What to Know
- Funeral services for Aaron Feis took place inside of Church by the Glades in Coral Springs.
- The 37-year-old who graduated from the school in 1999 worked school security as well as coaching since 2002.
- Witnesses of the shooting say Feis shielded students with his body as suspected gunman Nikolas Cruz opened fire inside the Parkland school.
In front of over 1,000 people inside one of South Florida's largest churches, a mixture of laugther, cheers and motivation was present at the funeral for the Marjory Stoneman Douglas High School football coach described as a hero for his actions to protect students during last Wednesday's mass shooting.
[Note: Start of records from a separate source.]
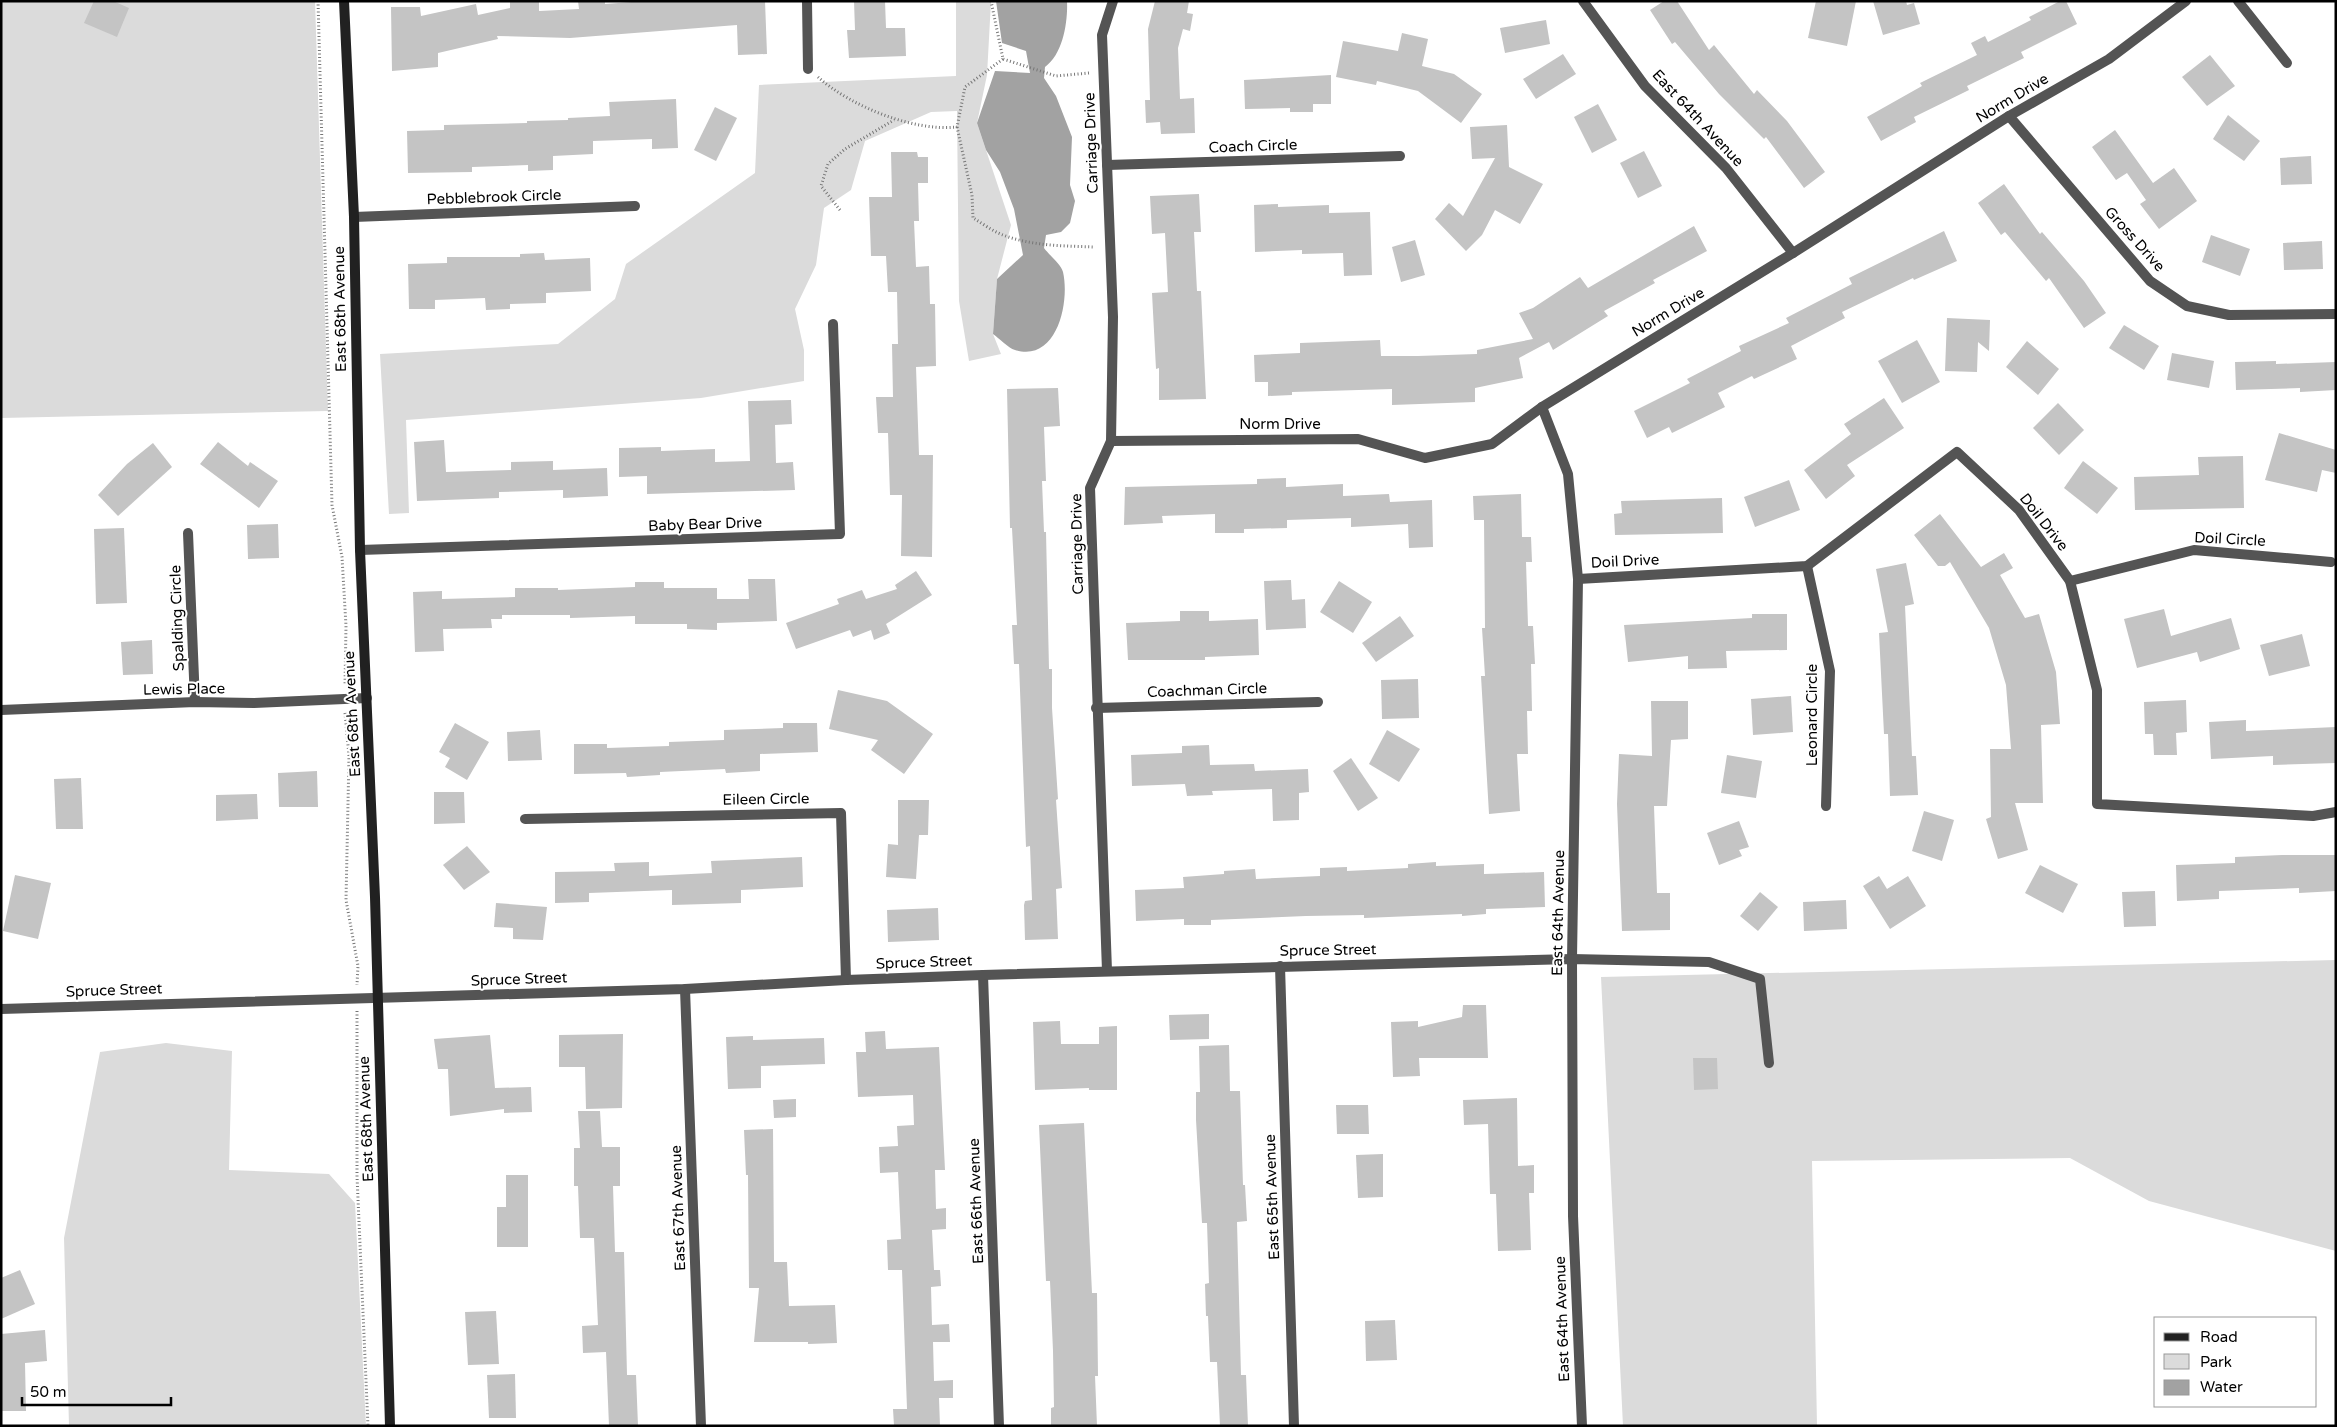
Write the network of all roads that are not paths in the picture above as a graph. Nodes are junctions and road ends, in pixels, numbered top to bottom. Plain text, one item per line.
1 (344, 1) edge
2 (807, 1) edge
3 (1112, 1) edge
4 (1583, 1) edge
5 (2186, 1) edge
6 (2238, 1) edge
7 (2287, 63) dead end
8 (808, 69) road end
9 (2009, 116) junction
10 (1400, 156) dead end
11 (1107, 165) junction
12 (635, 206) dead end
13 (354, 217) junction
14 (1793, 253) junction
15 (2336, 314) edge
16 (833, 324) dead end
17 (1542, 407) junction
18 (1111, 440) junction
19 (188, 533) dead end
20 (360, 550) junction
21 (2331, 562) dead end
22 (1807, 566) junction
23 (1578, 579) junction
24 (2070, 582) junction
25 (367, 698) junction
26 (195, 702) junction
27 (1318, 702) dead end
28 (1096, 708) junction
29 (1, 710) edge
30 (1826, 806) dead end
31 (2336, 812) edge
32 (525, 819) dead end
33 (1572, 959) junction
34 (1280, 966) junction
35 (1107, 972) junction
36 (983, 975) junction
37 (846, 980) junction
38 (684, 989) junction
39 (377, 998) junction
40 (1, 1009) edge
41 (1769, 1063) dead end
42 (390, 1426) edge
43 (701, 1426) edge
44 (999, 1426) edge
45 (1294, 1426) edge
46 (1582, 1426) edge

1 - 13 street, East 68th Avenue
2 - 8 street
3 - 11 street, Carriage Drive
4 - 14 street, East 64th Avenue
5 - 9 street, Norm Drive
6 - 7 street
9 - 14 street, Norm Drive
9 - 15 street, Gross Drive
10 - 11 street, Coach Circle
11 - 18 street, Carriage Drive
12 - 13 street, Pebblebrook Circle
13 - 20 street, East 68th Avenue
14 - 17 street, Norm Drive
16 - 20 street, Baby Bear Drive
17 - 18 street, Norm Drive
17 - 23 street, East 64th Avenue
18 - 28 street, Carriage Drive
19 - 26 street, Spalding Circle
20 - 25 street, East 68th Avenue
21 - 24 street, Doil Circle
22 - 23 street, Doil Drive
22 - 24 street, Doil Drive
22 - 30 street, Leonard Circle
23 - 33 street, East 64th Avenue
24 - 31 street, Doil Drive
25 - 26 street, Lewis Place
25 - 39 street, East 68th Avenue
26 - 29 street, Lewis Place
27 - 28 street, Coachman Circle
28 - 35 street, Carriage Drive
32 - 37 street, Eileen Circle
33 - 34 street, Spruce Street
33 - 41 street, Spruce Street
33 - 46 street, East 64th Avenue
34 - 35 street, Spruce Street
34 - 45 street, East 65th Avenue
35 - 36 street, Spruce Street
36 - 37 street, Spruce Street
36 - 44 street, East 66th Avenue
37 - 38 street, Spruce Street
38 - 39 street, Spruce Street
38 - 43 street, East 67th Avenue
39 - 40 street, Spruce Street
39 - 42 street, East 68th Avenue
Family and friends, including Broward County Sheriff Scott Israel, gave their memories of Aaron Feis during the ceremony inside of Church by the Glades in Coral Springs Thursday.
"He always put students and co-workers (first) and let them know he mattered to them," said one of his brothers, Michael, who was joined by another brother Ray, sister Johanna and father Louis. "All because that's Aaron."
U.S. & World
Louis Feis read a letter sent from a woman in Washington who wrote him following the tragic events, praising the bravery of his son.
The 37-year-old, who graduated from Stoneman Douglas in 1999, worked school security and coached since 2002, working mainly with the Eagles’ junior varsity team.
"Aaron Feis has been a hero to many people for a long time," said Mike Virden, a one time head coach at Douglas who worked closely with Feis. "The beauty of today, and the beauty of February 14th, is that the whole world gets to know that now."
Witnesses of the shooting say Feis shielded students with his body as alleged gunman Nikolas Cruz opened fire inside the Parkland school. Feis was one of 17 people killed during the school massacre, one of the deadliest in United States history.
"This world lost an incredible, incredible man," said Israel, who helped coach the Eagles along with Feis when his two sons played for the school. "Kids would do more for Feis than for others. Why? Because they didn't want to let Feis down."
Israel described one of his sons calling shortly after the shooting to see if his former coach was okay.
"If anyone knew Feis, before you even heard how he died, you knew he died putting himself in harm's way to save others," Israel said. "That's who he was."
His grandfather, Raymond Feis of West Islip, New York, said earlier this week that his grandson "was wonderful." Feis lived with his grandparent for about 10 years as a child. He lived in nearby Coral Springs with his wife and daughter.
"He always wanted to come back to New York because he grew up here," said Feis. "And he would come here with his 8-year-old daughter. And they were supposed to come up again now. It's horrific."
Feis responded to the original call on a school walkie-talkie. Someone on the radio asked if loud sounds they heard were firecrackers, said football coach Willis May, who also carries a radio.
"I heard Aaron say, 'No, that is not firecrackers.' That's the last I heard of him," May said.
"Every step he took in those halls, every turn he took in his golf cart and every tire mark he left on that field, he gave it with honor," family friend Brandon Corona said.